▸ **What you have to do**
Using the data below, copy out all lines with the word "Oskar".

Stored data entries:
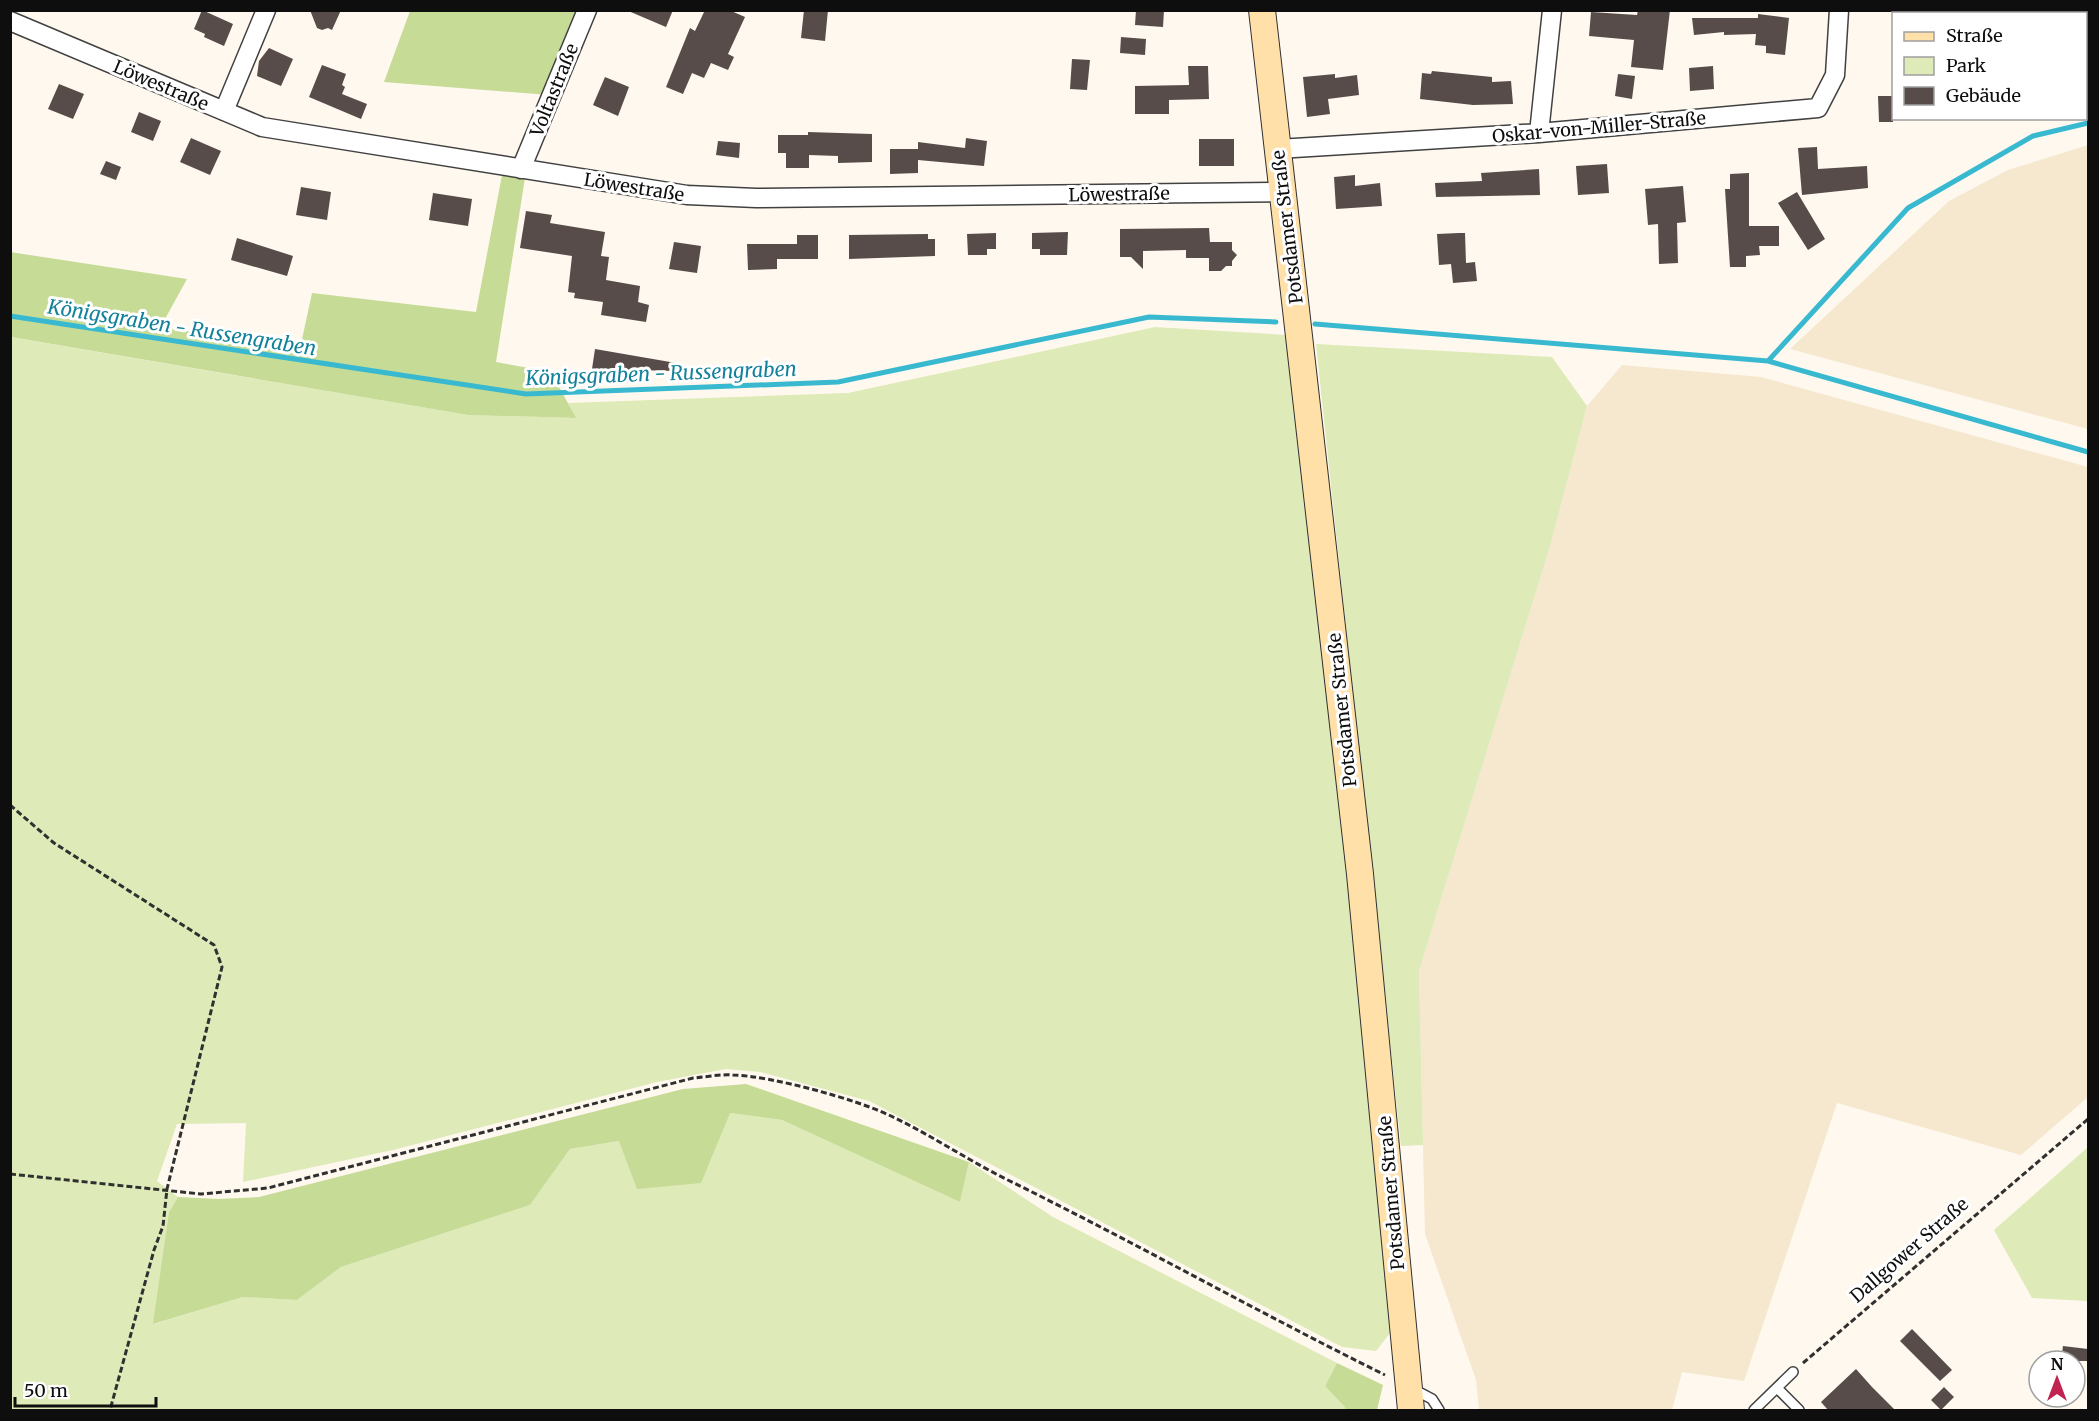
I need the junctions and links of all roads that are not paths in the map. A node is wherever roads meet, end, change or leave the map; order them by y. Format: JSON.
{"nodes":[{"id":1,"x":266,"y":10,"type":"edge"},
{"id":2,"x":587,"y":10,"type":"edge"},
{"id":3,"x":1262,"y":10,"type":"edge"},
{"id":4,"x":1552,"y":10,"type":"edge"},
{"id":5,"x":1839,"y":10,"type":"edge"},
{"id":6,"x":10,"y":21,"type":"edge"},
{"id":7,"x":224,"y":111,"type":"junction"},
{"id":8,"x":1539,"y":133,"type":"junction"},
{"id":9,"x":1278,"y":149,"type":"junction"},
{"id":10,"x":521,"y":169,"type":"junction"},
{"id":11,"x":1283,"y":192,"type":"junction"},
{"id":12,"x":1793,"y":1372,"type":"road end"},
{"id":13,"x":1777,"y":1388,"type":"junction"},
{"id":14,"x":1410,"y":1399,"type":"edge"},
{"id":15,"x":1439,"y":1410,"type":"edge"},
{"id":16,"x":1755,"y":1410,"type":"edge"},
{"id":17,"x":1798,"y":1410,"type":"edge"}],
"edges":[{"from":1,"to":7,"type":"street"},
{"from":2,"to":10,"type":"street","name":"Voltastraße"},
{"from":3,"to":9,"type":"street","name":"Potsdamer Straße"},
{"from":4,"to":8,"type":"street"},
{"from":5,"to":8,"type":"street","name":"Oskar-von-Miller-Straße"},
{"from":6,"to":7,"type":"street","name":"Löwestraße"},
{"from":7,"to":10,"type":"street","name":"Löwestraße"},
{"from":8,"to":9,"type":"street","name":"Oskar-von-Miller-Straße"},
{"from":9,"to":11,"type":"street","name":"Potsdamer Straße"},
{"from":10,"to":11,"type":"street","name":"Löwestraße"},
{"from":11,"to":14,"type":"street","name":"Potsdamer Straße"},
{"from":12,"to":13,"type":"lane"},
{"from":13,"to":16,"type":"lane"},
{"from":13,"to":17,"type":"lane"},
{"from":14,"to":15,"type":"lane"}]}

▸ **Result for this task**
{"from":5,"to":8,"type":"street","name":"Oskar-von-Miller-Straße"},
{"from":8,"to":9,"type":"street","name":"Oskar-von-Miller-Straße"},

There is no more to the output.